Ocular Penetration of Linezolid After Oral Administration in Rabbits

Abstract

The pharmacokinetics of linezolid (LZD) was investigated in rabbit eyes after single and multiple oral administrations. Pharmacology Laboratory, University Hospital of Strasbourg, Strasbourg, France. Twelve New Zealand rabbits were divided into 2 groups: an oral dose of 120 mg (35 mg/kg) was administrated in group 1 (n=6), and a multiple-dose protocol targeting the steady state (120 mg twice a day for 3 days) was given in group 2 (n=6). Serum (s) and vitreous (v) samples were collected after 0, 30, and 45 min and after 1, 2, 4, 6, 8, and 12 h. LZD concentrations were measured by high-performance liquid chromatography. LZD exhibited a mean C(max) in serum of 13.9±4.5 (standard deviation) mg/L after a T(max) of 1 h in group 1 and 18.0±6.5 mg/L after a T(max) of 30 min in group 2. The vitreal peak occurred at 2 h in both groups with an intraocular C(max) of 3.0±1.3 mg/L in group 1 and 4.5±1.4 mg/L in group 2. The resulting area under the concentration-time curve in vitreous at the steady state compared with the area under the concentration-time curve calculated after a single dose increased significantly (28.7±7.7 vs. 18.3±2.1 mg·h/L, respectively, p<0.05).
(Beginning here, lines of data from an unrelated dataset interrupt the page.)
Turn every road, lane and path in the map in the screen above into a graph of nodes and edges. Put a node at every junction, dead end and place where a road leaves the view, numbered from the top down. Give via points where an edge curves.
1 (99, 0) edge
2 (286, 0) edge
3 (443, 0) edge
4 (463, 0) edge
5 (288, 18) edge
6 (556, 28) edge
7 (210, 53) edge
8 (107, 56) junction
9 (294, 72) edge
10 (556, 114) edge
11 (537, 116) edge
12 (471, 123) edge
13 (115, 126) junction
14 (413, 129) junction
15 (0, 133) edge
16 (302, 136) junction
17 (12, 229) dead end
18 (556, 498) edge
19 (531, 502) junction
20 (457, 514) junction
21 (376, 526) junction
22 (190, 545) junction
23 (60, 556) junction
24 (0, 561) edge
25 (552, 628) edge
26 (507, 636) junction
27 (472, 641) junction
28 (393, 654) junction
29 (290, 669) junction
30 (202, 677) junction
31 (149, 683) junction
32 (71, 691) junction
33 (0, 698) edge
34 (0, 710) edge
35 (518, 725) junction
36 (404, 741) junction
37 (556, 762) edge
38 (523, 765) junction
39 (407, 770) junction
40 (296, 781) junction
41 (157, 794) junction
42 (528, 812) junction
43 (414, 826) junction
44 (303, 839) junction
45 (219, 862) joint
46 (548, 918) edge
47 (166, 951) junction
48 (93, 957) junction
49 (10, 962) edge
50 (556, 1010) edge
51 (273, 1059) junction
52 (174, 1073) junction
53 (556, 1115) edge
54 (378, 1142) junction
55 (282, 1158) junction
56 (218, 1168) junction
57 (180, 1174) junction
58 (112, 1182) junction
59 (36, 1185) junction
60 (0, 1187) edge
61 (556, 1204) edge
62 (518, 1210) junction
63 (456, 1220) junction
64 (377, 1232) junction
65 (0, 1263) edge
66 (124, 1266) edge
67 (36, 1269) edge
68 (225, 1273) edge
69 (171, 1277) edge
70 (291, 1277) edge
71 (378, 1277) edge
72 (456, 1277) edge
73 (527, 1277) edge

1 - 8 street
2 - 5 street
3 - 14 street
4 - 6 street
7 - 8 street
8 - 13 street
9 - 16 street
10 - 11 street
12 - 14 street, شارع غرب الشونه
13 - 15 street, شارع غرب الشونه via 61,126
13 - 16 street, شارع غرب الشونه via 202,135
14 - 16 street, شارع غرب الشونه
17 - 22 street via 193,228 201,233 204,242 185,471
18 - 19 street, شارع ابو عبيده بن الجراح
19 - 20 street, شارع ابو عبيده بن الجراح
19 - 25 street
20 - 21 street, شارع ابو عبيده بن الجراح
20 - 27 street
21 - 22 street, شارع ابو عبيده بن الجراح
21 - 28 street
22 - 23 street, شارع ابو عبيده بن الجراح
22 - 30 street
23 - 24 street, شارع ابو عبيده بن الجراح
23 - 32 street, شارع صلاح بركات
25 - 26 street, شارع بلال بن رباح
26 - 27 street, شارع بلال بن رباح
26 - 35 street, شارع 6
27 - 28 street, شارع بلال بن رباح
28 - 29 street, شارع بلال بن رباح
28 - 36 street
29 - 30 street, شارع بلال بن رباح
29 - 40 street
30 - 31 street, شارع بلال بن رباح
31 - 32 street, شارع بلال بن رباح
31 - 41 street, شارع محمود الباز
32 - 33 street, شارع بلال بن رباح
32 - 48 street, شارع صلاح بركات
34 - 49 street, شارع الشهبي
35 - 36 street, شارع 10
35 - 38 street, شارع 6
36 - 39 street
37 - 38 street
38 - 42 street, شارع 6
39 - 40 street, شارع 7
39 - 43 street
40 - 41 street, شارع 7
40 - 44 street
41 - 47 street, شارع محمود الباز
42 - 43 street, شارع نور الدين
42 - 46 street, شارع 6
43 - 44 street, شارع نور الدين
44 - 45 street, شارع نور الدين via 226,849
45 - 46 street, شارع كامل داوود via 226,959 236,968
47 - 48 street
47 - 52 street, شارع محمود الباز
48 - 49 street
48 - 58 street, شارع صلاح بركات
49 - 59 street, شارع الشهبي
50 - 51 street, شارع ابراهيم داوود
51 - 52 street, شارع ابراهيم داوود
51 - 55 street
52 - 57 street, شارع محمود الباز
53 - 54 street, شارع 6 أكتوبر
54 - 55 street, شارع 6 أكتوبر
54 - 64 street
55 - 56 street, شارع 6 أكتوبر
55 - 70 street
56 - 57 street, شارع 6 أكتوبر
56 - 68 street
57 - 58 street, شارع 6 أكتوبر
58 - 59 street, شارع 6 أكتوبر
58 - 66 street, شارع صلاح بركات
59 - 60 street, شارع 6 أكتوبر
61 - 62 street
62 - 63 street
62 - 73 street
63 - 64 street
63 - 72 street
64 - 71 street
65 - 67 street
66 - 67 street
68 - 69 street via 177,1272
The time that serum concentration exceeded the minimum inhibitory concentrations (T>MIC) in group 2 was eventually >40% for MIC up to 3 mg/L in rabbit vitreous. Although a single oral dose produced intraocular concentrations barely sufficient to induce bacterial eradication, a multiple-dose regimen provided intraocular levels exceeding the MICs of most Gram-positive organisms responsible for endophthalmitis.